ASD reconstructions are a major, sterile traumatic insult, likely causing perturbations to the immune systems. The immune response to surgery is associated with outcomes. The purpose of this study was to examine for a detectable immune signature associated with ASD surgery. Consecutive patients undergoing ASD surgery were approached and enrolled. Peripheral blood was drawn before incision, 4h after, and 24h after incision. Blood was stabilized and comprehensive flow cytometric immunophenotyping performed. Leukocyte population frequency, absolute number and activation marker expression were defined. Immunologic features were defined and analyzed by hierarchical clustering and principal component analysis (PCA). Changes over time were evaluated by repeated measures ANOVA (RMANOVA) and were corrected for a 1% false discovery rate. Post hoc testing was by Dunn's test. p values of < = 0.05 were considered significant.
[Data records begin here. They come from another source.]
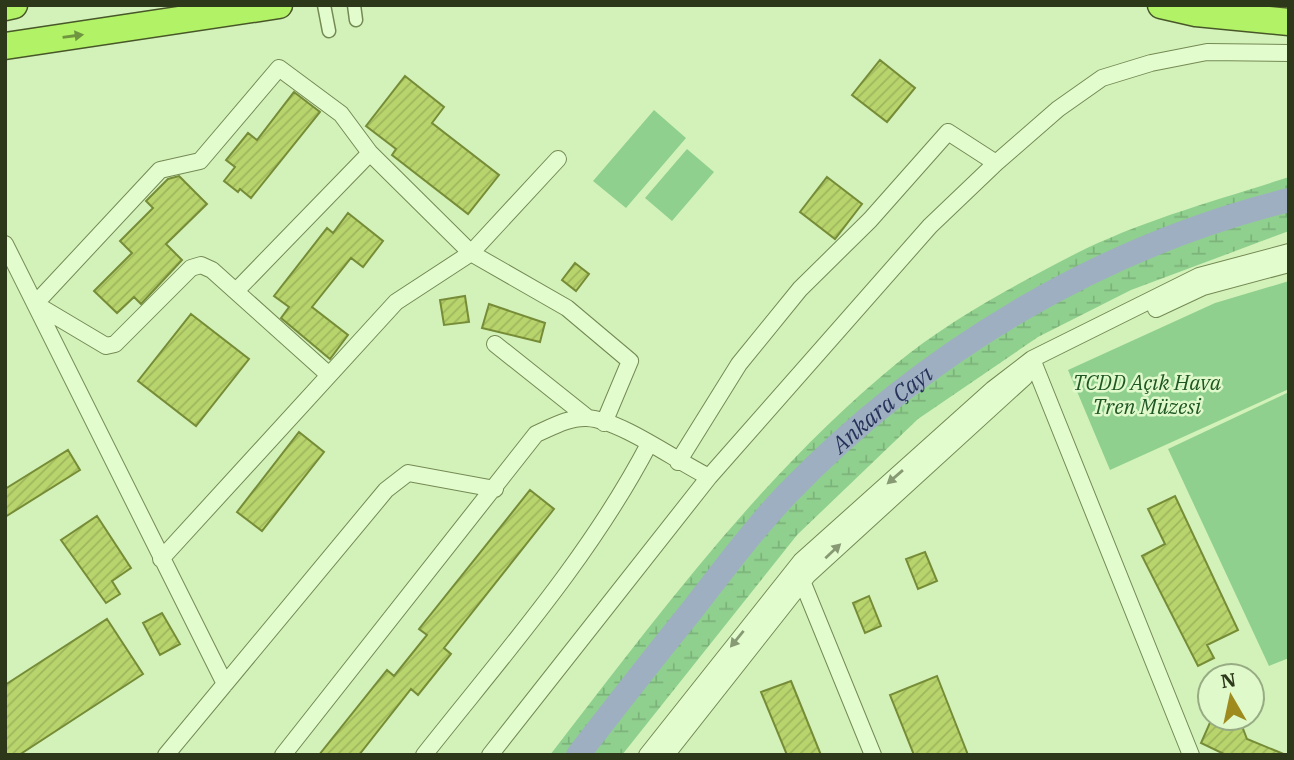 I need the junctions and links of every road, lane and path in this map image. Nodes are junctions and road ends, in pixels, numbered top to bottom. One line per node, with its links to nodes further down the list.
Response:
1 (14, 5): 6 (highway)
2 (279, 5): 10 (highway, one-way to 2)
3 (324, 5): 9 (street)
4 (354, 5): 7 (street)
5 (1161, 5): 8 (highway)
6 (5, 6)
7 (356, 20)
8 (1289, 22)
9 (329, 32)
10 (5, 46)
11 (1289, 53): 14 (street)
12 (370, 153): 17 (street); 19 (street); 20 (street)
13 (558, 159): 17 (street)
14 (996, 163): 27 (street); 28 (street)
15 (5, 244): 20 (street)
16 (1289, 252): 22 (street)
17 (471, 253): 23 (street); 25 (street)
18 (1289, 264): 22 (street)
19 (236, 291): 20 (street); 23 (street)
20 (35, 304): 30 (street)
21 (495, 344): 24 (street)
22 (1035, 363): 31 (street); 40 (street)
23 (330, 375): 30 (street)
24 (588, 418): 25 (street); 29 (street)
25 (604, 423): 26 (street)
26 (649, 444): 27 (street); 35 (street)
27 (678, 462): 28 (street)
28 (709, 477): 36 (street)
29 (495, 489): 32 (street); 34 (street)
30 (162, 559): 32 (street)
31 (799, 574): 37 (street, one-way to 37); 38 (street); 39 (street)
32 (225, 684): 33 (street)
33 (166, 755)
34 (283, 755)
35 (424, 755)
36 (490, 755)
37 (647, 755)
38 (666, 755)
39 (873, 755)
40 (1191, 755)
Thirteen patients were enrolled; 11(85%) F, 65.4years (± 7.5), surgical duration 418 ± 83min, EBL 1928 ± 1253mL. Hierarchical clustering and PCA found consistent time from incision-dependent changes. HLA-DR and activating co-stimulatory molecule CD86 were depressed at 4h and furthermore at 24h on monocyte surfaces. CD4 + HLA-DR + T cells, but not CD8 +, increased over time with increased expression of PD-1 at 4 and 24h. Despite surgery and patient heterogeneity, we identified an immune signature associated with the sterile trauma of ASD surgery. Circulating leukocyte populations change in composition and signaling protein expression after incision and persisting to 24h after incision, suggesting an immunocompromised state. Further work may determine relationships between this state and poor outcomes after surgery.